- [WORK INSTRUCTIONS]:
Going line by line through the entries below, note each one with "Plymouth", then report how many there are and nothing else.

───── EXERCISE INPUTS ─────

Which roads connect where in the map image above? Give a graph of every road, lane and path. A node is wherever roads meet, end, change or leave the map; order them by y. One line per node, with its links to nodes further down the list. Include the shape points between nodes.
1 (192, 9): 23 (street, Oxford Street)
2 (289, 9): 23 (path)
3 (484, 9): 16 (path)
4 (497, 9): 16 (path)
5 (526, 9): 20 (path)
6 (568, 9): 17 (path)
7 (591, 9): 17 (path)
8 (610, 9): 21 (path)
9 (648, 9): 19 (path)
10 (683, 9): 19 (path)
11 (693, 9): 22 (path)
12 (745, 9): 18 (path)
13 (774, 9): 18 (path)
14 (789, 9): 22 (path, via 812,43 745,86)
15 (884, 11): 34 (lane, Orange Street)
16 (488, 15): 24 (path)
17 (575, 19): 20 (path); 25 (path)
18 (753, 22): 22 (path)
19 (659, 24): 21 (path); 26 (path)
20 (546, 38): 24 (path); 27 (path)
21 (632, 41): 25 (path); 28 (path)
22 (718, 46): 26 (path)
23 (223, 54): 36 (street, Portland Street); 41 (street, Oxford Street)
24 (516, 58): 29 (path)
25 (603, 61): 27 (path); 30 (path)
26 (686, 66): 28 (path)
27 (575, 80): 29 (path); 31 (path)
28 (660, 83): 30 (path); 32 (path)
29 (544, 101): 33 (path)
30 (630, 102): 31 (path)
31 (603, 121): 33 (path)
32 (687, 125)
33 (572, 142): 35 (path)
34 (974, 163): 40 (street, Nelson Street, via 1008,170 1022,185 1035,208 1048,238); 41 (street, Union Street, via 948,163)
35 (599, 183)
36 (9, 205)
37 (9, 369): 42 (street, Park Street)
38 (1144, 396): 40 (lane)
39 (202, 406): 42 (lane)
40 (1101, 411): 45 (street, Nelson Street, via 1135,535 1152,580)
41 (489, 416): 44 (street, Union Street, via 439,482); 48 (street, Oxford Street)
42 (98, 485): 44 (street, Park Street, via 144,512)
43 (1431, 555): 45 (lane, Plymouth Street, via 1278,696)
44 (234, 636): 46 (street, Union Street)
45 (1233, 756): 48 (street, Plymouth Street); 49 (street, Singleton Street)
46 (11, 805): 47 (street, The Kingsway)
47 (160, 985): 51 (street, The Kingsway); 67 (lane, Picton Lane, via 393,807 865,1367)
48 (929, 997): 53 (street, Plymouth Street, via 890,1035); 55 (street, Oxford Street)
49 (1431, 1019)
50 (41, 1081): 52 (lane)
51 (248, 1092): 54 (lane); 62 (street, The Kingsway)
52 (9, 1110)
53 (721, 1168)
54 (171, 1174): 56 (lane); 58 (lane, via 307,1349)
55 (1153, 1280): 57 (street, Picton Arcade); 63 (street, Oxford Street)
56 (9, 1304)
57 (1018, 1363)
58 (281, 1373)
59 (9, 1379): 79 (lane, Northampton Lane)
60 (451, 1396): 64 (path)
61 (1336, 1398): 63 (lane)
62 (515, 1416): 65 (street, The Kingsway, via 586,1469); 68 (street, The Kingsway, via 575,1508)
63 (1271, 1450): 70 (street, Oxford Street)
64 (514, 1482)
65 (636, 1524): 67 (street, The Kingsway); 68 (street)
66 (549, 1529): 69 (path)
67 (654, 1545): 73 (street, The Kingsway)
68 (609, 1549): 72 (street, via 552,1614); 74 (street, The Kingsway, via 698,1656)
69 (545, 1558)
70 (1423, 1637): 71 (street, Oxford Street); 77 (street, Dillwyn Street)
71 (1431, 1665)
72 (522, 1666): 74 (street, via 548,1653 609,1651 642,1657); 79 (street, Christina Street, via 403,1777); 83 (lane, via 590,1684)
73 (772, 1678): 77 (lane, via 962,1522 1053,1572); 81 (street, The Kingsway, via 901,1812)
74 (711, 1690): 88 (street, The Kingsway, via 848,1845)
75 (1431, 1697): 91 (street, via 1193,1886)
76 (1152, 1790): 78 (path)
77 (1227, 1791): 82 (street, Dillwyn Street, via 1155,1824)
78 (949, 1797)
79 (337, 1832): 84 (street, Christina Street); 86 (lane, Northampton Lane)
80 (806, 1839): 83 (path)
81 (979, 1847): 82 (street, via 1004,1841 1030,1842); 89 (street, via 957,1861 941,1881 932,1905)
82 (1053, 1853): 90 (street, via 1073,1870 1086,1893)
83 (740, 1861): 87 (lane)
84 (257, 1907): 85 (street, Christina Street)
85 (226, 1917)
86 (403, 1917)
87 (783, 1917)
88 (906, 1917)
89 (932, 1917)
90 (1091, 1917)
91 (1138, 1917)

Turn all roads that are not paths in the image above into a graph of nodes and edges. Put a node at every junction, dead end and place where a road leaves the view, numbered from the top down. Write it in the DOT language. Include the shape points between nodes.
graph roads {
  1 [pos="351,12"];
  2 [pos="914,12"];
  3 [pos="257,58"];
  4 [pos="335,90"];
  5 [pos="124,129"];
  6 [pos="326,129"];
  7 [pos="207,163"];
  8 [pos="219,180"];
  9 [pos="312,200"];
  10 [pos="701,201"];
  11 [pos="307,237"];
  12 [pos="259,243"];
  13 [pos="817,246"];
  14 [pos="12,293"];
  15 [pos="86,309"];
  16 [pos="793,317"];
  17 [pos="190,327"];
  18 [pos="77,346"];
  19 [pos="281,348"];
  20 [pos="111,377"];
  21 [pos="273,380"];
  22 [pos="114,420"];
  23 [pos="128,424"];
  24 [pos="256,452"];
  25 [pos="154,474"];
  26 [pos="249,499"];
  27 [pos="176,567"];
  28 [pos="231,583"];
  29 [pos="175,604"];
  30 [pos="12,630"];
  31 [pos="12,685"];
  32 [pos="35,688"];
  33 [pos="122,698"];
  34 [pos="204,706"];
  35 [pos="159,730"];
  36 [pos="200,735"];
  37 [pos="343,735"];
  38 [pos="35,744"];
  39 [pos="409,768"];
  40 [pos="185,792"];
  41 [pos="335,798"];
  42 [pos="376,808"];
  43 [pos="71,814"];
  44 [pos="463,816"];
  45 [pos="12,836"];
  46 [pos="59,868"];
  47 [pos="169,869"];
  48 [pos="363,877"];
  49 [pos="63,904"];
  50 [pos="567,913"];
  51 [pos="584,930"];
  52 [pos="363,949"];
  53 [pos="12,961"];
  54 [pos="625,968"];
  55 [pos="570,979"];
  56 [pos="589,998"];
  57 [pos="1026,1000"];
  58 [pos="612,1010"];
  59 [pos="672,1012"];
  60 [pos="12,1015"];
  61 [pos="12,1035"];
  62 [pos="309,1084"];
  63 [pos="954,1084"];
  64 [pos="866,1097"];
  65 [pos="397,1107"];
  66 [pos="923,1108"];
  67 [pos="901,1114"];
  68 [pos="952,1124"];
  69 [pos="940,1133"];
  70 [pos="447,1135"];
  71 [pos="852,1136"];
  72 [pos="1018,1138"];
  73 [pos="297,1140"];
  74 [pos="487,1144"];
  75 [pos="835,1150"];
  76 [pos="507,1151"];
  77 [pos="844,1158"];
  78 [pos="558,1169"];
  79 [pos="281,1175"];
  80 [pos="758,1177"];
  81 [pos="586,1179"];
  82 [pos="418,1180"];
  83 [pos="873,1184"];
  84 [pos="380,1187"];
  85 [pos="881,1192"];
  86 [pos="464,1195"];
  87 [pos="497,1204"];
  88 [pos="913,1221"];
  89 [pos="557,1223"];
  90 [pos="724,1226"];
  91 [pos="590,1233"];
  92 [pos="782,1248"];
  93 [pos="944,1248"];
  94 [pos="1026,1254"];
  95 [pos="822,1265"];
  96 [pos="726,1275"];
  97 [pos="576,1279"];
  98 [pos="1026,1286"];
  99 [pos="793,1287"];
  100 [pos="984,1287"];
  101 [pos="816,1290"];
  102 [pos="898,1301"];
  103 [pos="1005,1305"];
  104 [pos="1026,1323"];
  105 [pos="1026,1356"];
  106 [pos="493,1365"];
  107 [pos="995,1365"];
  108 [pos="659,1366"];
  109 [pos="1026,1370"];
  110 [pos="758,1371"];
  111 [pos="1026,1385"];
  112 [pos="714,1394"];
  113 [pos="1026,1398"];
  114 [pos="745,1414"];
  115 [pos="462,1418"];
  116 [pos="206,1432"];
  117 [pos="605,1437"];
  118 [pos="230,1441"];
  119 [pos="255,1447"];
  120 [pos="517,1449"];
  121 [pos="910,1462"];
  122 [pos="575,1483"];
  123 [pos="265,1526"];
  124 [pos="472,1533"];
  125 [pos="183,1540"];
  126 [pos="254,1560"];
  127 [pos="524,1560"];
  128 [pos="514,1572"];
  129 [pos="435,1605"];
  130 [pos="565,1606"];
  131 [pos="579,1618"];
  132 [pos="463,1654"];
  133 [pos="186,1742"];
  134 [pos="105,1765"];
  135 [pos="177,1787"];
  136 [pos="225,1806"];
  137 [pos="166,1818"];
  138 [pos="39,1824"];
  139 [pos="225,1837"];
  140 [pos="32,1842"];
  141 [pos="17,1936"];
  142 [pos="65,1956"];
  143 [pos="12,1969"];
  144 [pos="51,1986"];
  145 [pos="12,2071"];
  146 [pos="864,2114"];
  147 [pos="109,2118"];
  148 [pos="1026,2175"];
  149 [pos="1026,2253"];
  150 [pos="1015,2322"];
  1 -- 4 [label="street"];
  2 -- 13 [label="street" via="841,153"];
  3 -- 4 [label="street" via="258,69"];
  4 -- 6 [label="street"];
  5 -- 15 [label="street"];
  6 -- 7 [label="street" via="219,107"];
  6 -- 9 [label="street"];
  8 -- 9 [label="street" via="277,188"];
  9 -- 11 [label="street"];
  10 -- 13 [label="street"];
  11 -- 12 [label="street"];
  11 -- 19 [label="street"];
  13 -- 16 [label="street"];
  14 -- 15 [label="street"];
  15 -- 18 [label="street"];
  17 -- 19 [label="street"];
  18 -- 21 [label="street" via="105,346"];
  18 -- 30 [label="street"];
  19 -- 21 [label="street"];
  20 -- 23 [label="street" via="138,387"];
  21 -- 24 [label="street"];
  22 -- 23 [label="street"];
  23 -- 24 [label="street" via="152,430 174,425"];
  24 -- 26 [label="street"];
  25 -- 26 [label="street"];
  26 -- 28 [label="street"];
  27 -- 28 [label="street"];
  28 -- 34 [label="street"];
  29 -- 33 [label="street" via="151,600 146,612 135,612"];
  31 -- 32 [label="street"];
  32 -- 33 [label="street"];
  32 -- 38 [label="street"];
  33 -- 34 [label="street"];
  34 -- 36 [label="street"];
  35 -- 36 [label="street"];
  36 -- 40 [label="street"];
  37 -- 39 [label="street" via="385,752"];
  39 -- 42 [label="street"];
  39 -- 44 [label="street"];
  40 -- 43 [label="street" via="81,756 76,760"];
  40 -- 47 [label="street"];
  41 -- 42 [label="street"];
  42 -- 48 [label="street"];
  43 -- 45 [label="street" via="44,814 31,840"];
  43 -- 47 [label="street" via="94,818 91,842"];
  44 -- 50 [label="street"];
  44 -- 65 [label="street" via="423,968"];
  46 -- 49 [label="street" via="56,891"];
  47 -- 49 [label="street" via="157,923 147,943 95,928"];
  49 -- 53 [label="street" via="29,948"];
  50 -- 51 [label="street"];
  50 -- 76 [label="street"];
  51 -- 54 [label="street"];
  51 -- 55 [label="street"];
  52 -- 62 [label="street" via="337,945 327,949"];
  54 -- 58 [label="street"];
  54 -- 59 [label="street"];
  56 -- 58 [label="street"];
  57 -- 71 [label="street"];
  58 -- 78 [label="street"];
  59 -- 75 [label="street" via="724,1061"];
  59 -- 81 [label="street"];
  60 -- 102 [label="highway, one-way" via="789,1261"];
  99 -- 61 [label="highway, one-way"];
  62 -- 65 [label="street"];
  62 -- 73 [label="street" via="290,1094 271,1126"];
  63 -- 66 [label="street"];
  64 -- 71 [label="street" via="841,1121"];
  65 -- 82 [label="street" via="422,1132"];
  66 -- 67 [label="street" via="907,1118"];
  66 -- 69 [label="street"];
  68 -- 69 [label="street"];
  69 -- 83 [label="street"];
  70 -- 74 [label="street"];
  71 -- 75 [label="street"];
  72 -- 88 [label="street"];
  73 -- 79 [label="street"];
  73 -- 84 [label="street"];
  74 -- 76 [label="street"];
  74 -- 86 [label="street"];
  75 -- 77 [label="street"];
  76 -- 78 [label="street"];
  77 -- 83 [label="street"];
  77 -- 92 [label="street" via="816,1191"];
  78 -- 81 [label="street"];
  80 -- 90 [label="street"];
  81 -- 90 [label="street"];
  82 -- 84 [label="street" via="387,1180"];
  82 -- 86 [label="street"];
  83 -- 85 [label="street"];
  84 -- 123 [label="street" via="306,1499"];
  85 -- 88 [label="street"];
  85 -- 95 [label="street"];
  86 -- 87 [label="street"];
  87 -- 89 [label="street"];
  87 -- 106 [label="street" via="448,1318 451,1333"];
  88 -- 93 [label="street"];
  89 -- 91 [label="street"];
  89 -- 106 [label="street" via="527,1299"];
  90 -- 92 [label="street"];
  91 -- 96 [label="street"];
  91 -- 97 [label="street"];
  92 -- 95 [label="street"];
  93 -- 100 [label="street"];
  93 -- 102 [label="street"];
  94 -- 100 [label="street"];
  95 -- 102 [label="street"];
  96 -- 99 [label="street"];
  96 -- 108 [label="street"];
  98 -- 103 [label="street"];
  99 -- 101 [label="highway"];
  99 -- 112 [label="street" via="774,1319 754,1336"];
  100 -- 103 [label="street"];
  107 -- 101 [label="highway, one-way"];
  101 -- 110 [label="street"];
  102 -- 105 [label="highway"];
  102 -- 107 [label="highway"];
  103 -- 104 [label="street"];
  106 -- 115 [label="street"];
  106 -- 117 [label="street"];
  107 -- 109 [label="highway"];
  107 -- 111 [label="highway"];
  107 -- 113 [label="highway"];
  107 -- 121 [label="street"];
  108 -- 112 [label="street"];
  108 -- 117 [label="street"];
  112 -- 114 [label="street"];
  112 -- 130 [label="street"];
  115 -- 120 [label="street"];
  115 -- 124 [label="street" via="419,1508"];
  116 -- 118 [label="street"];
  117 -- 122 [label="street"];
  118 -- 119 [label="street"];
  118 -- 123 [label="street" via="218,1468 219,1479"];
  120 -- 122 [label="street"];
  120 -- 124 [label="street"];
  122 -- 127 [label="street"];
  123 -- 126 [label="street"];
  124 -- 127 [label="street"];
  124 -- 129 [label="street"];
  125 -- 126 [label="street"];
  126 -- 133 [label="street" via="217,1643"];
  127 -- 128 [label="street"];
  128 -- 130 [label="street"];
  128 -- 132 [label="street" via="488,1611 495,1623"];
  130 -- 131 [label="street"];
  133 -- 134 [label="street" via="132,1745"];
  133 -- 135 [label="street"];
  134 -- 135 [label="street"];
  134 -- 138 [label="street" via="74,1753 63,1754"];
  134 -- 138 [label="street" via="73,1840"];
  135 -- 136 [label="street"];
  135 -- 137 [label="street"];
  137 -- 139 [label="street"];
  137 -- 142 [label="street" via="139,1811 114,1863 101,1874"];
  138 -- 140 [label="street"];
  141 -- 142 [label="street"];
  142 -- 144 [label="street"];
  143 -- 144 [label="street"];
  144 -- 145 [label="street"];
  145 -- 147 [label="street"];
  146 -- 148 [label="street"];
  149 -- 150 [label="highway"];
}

─────

- [TASK RESULT]:
3